An idea suddenly occurred to him; he went on his knees and crawled right under the table-stone of the dolmen—into the tomb. She watched him with a sleepy horror of the place. In a minute he emerged triumphant.
“I have found it—this is it. It is a house built on purpose for you.”
“Oh, I hope not,” shuddering; “though, of course, we must all die.”
“Why—what do you mean?”
“That is a tomb.”
“A tomb!” laughing; “oh, yes, perhaps it was once, two thousand years ago, before Pisces became Aries.”
“I do not understand,” petulantly. “Do let me sleep.”
“I mean before the precession of the equinoxes had changed the position of the stars; it was so very long ago—”
“Please don’t talk to me.”
“But I want you to come in here.”
“In there! Impossible!”
“But do, Margaret; it is quite empty; only like a room. The ground inside is as dry as a floor, and the roof will shelter you from the night air, and, perhaps, save you from illness.”
“I couldn’t—no; please.”
“Well, just come and look.”
“I won’t—there!” quite decidedly.
“Margaret!”
He took her arm; notwithstanding her declaration, she rose and followed him. She did not resent his making her do it in that wild and desolate place; had he tried to compel her in civilisation, he would have failed. Once inside it, the Cave was not at all dreadful; she could sit upright, and, as he said, it was merely a chamber, open on one side. He then went to fetch the hurdles to make her a rough couch—it was with some thought of this that he had not burned them—knowing anything between the sleeper and the bare ground will prevent stiffness or chill. He saw that the moon had illuminated a valley on the right hand, and walked to the edge, thinking that perhaps a cottage might be in the hollow. There was nothing, but this caused him to be a little longer gone. Now Margaret was just in that state between waking and sleeping when shadows take shape and the silence speaks, nor could she forget that the Cave had once been a tomb. She looked out and involuntarily uttered a cry. Among the boulders stood a shapeless whiteness—a form rather than a thing, in the midst of the circle. She covered her face with her hands. Geoffrey returning heard the cry, and came running.
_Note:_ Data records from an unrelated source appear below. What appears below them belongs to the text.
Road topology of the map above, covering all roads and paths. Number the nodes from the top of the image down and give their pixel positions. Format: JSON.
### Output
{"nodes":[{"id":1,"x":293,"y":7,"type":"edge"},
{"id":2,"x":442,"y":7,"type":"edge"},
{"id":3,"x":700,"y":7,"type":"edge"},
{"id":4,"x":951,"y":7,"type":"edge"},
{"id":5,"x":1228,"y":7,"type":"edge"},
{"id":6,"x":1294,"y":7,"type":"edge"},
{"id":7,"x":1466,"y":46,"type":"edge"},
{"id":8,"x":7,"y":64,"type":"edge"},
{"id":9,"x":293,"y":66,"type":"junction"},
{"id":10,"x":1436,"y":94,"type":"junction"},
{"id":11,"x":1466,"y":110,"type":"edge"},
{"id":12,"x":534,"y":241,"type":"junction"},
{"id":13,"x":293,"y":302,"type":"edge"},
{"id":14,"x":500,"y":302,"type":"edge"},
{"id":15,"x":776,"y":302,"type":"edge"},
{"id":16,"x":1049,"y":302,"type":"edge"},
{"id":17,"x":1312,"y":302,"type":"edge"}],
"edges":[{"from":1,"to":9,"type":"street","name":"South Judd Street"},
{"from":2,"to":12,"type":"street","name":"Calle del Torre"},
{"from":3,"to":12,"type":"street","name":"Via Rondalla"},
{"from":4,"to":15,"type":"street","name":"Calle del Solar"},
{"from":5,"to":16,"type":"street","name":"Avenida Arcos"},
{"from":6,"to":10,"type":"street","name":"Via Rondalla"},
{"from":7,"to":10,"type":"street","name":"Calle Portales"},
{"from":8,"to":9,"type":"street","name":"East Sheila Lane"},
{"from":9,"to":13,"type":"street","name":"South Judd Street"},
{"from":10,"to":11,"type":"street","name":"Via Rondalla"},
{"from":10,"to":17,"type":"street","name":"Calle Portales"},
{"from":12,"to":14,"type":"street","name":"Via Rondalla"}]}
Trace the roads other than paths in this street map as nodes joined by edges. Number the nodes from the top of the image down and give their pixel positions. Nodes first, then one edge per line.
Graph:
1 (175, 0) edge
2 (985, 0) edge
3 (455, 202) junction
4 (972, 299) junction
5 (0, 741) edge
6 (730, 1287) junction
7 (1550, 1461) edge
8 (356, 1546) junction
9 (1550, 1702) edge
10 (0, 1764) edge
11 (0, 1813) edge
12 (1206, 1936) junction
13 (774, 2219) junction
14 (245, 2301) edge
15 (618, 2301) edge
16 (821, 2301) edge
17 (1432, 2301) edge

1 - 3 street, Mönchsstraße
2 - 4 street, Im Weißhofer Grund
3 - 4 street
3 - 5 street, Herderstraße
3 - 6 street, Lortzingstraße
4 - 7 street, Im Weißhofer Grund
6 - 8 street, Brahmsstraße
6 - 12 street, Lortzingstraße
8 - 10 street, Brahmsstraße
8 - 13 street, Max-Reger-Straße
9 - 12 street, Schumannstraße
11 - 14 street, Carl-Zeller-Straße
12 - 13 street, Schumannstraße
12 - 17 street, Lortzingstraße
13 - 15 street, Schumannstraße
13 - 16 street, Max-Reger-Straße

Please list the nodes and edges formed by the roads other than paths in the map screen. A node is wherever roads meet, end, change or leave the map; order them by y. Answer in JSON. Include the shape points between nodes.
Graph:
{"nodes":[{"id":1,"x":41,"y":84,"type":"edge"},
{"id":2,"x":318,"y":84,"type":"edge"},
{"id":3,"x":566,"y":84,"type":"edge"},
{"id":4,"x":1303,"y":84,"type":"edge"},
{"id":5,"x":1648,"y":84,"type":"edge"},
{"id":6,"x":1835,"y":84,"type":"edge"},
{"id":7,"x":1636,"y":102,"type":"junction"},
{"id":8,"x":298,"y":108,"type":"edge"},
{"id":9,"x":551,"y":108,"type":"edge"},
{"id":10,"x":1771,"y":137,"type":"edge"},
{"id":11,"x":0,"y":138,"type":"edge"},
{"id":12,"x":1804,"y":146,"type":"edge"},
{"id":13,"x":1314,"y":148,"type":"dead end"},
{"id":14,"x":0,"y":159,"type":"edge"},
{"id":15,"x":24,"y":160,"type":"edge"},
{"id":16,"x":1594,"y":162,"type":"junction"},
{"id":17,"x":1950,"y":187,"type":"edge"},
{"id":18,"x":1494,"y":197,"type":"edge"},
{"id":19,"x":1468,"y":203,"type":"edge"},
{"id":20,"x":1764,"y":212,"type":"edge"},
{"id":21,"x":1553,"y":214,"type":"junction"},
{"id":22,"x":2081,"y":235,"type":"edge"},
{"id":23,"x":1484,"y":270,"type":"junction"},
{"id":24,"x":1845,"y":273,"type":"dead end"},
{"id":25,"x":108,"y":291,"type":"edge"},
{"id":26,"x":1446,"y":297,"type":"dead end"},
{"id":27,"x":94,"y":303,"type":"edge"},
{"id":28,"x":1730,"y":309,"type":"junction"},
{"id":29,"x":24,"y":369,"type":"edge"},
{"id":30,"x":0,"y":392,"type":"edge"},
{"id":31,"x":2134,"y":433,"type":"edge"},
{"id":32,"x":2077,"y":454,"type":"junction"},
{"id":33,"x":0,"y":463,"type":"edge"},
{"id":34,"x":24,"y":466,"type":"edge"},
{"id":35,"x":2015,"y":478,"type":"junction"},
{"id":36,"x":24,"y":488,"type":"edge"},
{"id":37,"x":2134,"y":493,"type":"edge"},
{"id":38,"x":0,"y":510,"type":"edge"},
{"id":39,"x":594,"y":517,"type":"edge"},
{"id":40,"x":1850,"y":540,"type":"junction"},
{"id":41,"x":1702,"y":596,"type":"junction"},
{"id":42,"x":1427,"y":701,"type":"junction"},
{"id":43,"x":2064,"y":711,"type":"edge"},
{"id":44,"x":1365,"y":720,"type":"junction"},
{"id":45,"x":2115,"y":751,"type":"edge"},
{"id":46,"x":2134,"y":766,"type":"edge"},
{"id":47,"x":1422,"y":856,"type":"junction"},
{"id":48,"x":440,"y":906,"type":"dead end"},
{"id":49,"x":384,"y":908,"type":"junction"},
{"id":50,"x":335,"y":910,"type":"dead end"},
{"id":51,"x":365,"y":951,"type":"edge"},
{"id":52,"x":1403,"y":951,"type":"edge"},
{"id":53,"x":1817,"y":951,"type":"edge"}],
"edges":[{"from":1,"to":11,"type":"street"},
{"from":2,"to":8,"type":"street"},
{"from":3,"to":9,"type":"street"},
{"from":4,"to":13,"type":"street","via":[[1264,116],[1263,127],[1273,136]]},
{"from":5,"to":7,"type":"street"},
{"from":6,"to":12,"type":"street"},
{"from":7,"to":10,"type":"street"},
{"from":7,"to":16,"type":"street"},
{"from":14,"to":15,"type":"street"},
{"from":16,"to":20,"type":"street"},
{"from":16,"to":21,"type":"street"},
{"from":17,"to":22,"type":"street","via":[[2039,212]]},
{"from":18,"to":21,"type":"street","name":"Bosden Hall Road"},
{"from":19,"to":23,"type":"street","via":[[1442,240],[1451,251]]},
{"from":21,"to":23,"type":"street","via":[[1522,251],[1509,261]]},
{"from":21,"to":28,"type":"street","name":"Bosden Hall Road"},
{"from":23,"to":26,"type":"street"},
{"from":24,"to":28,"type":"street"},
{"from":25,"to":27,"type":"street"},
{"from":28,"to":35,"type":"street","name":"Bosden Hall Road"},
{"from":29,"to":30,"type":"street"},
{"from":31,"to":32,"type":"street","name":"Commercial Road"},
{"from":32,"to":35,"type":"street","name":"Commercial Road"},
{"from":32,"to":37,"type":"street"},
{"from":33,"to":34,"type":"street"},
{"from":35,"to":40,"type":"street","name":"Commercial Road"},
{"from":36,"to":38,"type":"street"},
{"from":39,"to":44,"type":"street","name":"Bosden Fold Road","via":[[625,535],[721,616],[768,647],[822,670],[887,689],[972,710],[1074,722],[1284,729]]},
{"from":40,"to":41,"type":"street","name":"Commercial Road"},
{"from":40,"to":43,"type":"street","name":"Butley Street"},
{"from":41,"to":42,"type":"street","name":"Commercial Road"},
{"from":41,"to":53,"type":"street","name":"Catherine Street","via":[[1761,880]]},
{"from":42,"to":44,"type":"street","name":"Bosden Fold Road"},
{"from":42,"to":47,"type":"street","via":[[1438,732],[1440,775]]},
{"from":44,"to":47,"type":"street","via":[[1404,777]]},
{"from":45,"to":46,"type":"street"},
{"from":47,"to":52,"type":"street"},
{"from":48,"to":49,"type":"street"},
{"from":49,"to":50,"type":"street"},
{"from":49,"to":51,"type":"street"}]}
“What! How fortunate!” he exclaimed. She looked again—it was the grey, Geoffrey’s horse; in her nervous dread she had not recognised it in the shadow.
“This is fortunate,” he said, ignoring her alarm. “The poor fellow must have hobbled after us—perhaps not so very far, as we went round in a circle. Why, this must have been what we heard—the heavy steps, don’t you remember? I can make a couch now,”—unstrapping the rug, and removing the saddle, and also from Kitty. Then he took the thatched hurdle, and placed it on the floor of the Cave, straw uppermost. It was perfectly clean; the straw bleached white by the wind of the hills. The saddles made a rude support for her shoulders. She stood up, and he wound the rug—which was a large one—about her till she was swathed in it, and a kind of hood came round her head. She reclined upon the hurdle, leaning against the saddles; and lastly, at his wish, adjusted the handkerchief lightly over her face, so that she might breathe easily, and yet so as to keep the night air away. Then he placed the second hurdle, which was not thatched, across the open side of the Cave, partly closing it like a door, but not too completely.
“Why, I am quite comfortable,” she said. “Only it is too warm.”
“That is a good fault; good-night.”
“Good-night.” A long pause.
“Geoffrey—where are you?”
“Sitting by the door of your chamber.”
“You have been very kind.”
“I have done nothing.”
“You have no shelter; what shall you do?”
“I do not mind in the least; you forget I have been used to the bush.” A second long silence.
“Geoffrey!” very gently.
“I am here, dear.”
“Do not go far away.”
“Rest assured I will not.”
Silence again—this time not broken.
By-and-by he approached and listened; the low regular breathing convinced him that she slept at last. “She must be very, very weary,” he thought, “and I—” Scarce a word had been said that might not have been uttered before the world, and yet he felt a secret assurance that her heart was turning towards him.